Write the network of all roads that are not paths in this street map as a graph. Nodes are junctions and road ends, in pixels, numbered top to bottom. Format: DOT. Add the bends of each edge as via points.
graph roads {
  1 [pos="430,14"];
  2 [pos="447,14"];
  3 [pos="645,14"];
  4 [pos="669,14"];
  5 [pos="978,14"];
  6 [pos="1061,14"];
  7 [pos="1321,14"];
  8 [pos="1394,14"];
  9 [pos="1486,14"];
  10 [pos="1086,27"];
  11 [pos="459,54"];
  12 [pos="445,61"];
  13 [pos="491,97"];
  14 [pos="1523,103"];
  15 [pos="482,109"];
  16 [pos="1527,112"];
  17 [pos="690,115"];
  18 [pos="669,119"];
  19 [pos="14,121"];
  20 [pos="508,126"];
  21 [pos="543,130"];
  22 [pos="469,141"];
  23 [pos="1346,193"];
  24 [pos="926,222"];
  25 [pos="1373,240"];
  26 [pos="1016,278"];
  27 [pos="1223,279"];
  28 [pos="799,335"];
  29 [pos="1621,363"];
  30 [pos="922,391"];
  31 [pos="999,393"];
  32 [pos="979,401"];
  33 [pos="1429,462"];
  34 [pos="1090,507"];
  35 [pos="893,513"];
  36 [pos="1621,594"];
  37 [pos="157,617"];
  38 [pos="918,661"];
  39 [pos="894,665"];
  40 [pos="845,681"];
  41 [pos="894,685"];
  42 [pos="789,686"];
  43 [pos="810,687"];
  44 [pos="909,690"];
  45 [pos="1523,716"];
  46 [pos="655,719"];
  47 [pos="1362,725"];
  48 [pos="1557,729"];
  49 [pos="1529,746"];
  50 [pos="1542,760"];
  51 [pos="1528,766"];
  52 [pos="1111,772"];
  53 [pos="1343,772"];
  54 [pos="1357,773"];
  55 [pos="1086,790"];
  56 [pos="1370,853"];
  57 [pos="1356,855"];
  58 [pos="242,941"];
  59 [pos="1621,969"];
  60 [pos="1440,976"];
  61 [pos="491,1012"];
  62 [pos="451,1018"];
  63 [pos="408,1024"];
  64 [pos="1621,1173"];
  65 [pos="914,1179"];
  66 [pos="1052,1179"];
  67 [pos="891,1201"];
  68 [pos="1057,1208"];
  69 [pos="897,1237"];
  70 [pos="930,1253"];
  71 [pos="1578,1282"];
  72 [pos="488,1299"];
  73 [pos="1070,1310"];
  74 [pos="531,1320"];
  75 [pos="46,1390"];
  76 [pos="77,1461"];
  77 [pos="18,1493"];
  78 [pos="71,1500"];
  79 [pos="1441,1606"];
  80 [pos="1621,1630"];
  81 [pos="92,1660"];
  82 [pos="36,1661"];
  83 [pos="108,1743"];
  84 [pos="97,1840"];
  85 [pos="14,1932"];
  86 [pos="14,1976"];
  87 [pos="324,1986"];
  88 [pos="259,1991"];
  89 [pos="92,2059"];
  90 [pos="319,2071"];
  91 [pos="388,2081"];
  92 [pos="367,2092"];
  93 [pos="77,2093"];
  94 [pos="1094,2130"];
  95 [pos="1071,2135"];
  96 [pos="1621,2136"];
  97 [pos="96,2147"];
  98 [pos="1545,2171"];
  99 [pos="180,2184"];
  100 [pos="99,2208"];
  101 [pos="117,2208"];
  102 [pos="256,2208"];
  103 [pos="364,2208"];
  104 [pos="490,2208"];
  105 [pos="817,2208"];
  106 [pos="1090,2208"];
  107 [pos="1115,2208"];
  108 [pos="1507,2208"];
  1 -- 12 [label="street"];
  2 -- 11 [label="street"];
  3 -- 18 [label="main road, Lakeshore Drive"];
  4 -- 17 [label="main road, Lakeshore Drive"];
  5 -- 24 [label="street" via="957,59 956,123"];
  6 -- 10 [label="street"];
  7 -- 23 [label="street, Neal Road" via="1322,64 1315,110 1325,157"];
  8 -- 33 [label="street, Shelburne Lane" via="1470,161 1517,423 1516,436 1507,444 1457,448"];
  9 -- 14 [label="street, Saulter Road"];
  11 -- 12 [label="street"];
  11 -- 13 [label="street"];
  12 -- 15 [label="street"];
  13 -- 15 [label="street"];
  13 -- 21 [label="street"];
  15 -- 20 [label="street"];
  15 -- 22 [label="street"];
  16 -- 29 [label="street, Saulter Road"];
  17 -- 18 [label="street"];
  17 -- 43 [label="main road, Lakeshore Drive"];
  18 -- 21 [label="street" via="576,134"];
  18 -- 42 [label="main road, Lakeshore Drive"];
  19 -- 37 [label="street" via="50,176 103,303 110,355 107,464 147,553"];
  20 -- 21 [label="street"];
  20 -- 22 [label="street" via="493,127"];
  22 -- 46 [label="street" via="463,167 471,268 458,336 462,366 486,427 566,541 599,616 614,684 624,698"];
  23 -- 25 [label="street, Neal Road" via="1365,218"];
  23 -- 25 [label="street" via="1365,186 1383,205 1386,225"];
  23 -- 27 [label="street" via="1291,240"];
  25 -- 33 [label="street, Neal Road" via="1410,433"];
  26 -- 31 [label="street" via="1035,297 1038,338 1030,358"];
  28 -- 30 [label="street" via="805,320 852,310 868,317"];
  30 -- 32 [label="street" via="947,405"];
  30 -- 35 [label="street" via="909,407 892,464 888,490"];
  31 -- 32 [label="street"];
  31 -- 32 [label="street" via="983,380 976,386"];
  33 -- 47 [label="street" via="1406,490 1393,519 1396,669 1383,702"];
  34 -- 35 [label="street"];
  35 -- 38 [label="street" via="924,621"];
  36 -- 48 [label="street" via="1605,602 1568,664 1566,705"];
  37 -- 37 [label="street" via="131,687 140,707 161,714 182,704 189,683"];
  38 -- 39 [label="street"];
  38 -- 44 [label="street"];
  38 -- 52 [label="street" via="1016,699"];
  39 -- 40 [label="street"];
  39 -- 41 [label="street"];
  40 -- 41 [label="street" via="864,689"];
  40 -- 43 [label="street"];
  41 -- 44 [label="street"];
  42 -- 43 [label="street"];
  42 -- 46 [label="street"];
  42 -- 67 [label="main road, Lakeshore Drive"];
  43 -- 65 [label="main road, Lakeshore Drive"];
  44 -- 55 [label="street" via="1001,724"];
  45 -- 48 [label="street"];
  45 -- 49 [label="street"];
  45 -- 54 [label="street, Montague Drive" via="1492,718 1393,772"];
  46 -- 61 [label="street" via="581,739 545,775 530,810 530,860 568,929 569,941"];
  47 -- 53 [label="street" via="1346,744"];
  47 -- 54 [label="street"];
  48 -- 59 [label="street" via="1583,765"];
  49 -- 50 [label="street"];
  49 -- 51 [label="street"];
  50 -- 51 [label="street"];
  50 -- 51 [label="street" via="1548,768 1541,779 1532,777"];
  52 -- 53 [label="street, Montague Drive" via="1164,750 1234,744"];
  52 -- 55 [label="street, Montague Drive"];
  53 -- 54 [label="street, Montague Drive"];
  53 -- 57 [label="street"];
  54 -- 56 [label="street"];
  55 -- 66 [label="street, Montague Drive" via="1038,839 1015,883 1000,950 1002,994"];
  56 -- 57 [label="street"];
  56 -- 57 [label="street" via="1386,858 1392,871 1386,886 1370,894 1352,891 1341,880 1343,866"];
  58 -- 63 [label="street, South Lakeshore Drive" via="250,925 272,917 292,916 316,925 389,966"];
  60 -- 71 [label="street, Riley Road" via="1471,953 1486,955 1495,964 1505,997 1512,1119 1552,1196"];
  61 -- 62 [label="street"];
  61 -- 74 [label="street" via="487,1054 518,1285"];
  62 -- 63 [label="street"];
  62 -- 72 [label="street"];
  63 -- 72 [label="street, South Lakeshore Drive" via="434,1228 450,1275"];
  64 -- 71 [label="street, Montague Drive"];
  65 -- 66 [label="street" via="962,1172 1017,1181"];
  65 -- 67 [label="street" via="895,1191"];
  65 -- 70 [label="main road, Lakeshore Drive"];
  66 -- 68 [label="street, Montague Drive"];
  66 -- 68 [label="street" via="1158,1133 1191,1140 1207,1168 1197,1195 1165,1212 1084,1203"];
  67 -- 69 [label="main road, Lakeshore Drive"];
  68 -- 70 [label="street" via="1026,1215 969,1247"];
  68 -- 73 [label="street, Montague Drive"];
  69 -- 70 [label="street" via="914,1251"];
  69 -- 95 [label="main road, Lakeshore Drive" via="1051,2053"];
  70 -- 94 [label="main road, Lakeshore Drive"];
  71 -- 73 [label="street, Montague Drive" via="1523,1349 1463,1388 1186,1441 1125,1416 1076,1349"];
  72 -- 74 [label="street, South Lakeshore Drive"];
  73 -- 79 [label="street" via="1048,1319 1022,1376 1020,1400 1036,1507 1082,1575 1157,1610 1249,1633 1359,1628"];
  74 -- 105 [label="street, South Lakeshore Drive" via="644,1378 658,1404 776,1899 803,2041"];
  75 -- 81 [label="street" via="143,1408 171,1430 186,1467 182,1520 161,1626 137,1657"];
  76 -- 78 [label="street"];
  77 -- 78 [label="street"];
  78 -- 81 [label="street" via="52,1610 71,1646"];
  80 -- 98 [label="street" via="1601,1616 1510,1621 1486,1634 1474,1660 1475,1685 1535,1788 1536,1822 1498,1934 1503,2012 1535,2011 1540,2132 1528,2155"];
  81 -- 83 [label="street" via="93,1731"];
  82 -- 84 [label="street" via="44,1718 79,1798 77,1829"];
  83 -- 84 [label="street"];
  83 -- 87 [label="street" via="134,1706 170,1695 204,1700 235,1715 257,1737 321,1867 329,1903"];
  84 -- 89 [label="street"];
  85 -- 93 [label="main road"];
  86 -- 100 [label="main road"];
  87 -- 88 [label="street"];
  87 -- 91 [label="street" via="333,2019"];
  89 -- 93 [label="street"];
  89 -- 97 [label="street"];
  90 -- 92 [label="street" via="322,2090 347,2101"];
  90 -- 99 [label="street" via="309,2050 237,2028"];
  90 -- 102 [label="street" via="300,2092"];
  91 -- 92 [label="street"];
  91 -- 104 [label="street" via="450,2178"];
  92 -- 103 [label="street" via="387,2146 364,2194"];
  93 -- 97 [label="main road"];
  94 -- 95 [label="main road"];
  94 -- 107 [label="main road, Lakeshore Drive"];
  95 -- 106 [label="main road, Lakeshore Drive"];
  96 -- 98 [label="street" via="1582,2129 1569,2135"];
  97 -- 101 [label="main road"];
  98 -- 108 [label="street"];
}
=-=-=
Directions for this task
Within the entries, find all lines that contain "Neal" and copy each one.

Written reply
  7 -- 23 [label="street, Neal Road" via="1322,64 1315,110 1325,157"];
  23 -- 25 [label="street, Neal Road" via="1365,218"];
  25 -- 33 [label="street, Neal Road" via="1410,433"];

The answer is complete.